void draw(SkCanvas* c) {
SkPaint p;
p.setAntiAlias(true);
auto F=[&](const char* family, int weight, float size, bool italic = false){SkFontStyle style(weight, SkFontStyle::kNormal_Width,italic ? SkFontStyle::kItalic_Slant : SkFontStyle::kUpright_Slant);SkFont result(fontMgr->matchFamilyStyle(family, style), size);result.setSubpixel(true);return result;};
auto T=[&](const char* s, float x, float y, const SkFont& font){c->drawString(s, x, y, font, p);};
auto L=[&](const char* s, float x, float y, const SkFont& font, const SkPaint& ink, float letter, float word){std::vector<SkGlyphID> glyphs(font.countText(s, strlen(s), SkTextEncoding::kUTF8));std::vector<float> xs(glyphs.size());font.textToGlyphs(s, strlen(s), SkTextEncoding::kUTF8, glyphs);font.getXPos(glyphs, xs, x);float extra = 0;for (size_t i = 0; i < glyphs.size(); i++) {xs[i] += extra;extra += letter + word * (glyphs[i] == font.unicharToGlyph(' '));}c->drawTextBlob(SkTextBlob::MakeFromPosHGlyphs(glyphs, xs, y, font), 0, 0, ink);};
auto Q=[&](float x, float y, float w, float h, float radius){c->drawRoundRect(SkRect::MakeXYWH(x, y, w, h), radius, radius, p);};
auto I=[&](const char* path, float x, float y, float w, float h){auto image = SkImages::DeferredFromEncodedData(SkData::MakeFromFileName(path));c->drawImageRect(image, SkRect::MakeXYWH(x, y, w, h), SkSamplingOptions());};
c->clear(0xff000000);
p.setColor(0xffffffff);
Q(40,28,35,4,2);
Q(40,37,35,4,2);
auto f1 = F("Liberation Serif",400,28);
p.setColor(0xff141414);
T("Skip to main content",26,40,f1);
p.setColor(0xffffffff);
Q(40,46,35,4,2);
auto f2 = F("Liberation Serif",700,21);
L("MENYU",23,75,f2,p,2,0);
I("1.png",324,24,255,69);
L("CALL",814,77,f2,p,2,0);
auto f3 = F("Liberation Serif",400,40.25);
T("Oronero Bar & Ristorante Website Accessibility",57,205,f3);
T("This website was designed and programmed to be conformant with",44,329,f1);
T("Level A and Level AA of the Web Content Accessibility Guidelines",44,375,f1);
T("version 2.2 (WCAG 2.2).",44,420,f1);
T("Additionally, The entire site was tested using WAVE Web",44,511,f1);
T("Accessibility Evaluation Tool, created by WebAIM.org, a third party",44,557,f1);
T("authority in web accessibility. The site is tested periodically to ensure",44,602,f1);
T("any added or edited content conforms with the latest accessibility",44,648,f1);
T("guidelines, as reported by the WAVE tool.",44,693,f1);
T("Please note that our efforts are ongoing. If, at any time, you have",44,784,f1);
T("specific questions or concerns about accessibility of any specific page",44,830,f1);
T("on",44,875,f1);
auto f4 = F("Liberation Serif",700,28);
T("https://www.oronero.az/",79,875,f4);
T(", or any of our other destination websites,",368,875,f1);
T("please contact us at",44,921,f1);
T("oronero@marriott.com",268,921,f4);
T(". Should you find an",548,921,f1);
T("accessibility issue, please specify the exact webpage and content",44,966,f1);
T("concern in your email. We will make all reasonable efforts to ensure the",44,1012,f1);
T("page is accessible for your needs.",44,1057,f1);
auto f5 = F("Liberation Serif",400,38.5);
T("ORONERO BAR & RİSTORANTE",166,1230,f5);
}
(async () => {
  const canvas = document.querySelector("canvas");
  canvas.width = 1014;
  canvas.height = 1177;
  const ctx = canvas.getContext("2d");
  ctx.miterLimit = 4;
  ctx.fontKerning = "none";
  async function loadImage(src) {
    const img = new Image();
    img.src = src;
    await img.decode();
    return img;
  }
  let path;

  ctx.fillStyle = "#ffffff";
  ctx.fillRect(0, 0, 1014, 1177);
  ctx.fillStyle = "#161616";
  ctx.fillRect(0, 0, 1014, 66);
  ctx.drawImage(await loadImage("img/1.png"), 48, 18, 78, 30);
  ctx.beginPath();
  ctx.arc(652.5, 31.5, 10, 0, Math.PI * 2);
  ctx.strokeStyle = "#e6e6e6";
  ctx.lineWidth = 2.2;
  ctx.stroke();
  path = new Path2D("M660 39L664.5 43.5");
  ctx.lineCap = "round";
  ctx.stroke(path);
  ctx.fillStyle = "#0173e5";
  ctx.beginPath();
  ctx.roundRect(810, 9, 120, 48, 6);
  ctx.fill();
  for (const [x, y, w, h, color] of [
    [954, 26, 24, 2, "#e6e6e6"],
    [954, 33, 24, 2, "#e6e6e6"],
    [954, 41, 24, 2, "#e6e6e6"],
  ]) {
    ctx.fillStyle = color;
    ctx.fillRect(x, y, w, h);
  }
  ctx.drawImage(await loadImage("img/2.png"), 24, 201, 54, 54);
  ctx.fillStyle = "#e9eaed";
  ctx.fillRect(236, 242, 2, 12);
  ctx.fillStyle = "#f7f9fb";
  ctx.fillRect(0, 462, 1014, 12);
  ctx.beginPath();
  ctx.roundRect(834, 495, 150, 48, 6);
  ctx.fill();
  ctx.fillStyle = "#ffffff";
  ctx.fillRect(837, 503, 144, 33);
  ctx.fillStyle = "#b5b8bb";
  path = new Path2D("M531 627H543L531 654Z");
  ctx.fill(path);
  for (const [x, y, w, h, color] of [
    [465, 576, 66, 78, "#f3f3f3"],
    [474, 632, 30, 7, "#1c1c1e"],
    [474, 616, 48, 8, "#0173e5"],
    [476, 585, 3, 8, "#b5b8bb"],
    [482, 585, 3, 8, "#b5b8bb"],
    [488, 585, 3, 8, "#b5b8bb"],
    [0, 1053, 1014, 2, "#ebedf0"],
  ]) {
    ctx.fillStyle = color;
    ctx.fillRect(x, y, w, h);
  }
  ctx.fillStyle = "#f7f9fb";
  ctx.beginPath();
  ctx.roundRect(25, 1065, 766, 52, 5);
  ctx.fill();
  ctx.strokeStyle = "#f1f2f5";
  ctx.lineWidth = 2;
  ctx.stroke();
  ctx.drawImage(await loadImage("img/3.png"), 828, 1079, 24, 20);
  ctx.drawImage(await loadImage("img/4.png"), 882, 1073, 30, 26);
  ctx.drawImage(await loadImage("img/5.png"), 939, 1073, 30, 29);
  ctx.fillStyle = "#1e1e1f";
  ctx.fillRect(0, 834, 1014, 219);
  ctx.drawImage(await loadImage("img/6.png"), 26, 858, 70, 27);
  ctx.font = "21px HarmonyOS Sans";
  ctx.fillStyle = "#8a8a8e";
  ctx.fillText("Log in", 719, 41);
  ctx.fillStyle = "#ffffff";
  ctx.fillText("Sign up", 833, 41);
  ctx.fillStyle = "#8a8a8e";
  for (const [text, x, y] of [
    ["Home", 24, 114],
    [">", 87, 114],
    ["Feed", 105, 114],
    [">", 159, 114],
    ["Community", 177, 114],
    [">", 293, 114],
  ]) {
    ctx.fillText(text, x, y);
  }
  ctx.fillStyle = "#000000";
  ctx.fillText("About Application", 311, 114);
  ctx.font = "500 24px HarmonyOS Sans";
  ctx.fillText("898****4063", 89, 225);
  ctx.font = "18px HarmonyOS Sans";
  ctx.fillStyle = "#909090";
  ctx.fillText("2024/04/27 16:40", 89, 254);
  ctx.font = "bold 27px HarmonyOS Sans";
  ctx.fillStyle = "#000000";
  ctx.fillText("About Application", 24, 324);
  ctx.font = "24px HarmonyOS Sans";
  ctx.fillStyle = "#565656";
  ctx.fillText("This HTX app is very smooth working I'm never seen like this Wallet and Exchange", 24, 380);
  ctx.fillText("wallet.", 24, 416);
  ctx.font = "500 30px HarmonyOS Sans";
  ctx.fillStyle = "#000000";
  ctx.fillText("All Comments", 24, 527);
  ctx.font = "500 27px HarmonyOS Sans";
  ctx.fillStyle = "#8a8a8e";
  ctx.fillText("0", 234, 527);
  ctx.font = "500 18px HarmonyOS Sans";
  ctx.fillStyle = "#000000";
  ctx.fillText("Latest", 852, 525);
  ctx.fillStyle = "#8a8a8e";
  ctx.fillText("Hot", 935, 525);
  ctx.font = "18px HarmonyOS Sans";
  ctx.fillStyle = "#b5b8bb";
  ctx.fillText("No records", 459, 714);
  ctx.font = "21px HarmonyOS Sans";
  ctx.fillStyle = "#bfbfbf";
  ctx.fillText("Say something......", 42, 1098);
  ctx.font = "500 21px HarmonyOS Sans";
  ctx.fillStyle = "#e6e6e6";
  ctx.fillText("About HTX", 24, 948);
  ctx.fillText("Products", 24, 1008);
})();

———

What is needed:
Work through the entries above and report the number of lines that include "true", with nothing else.

Written reply:
2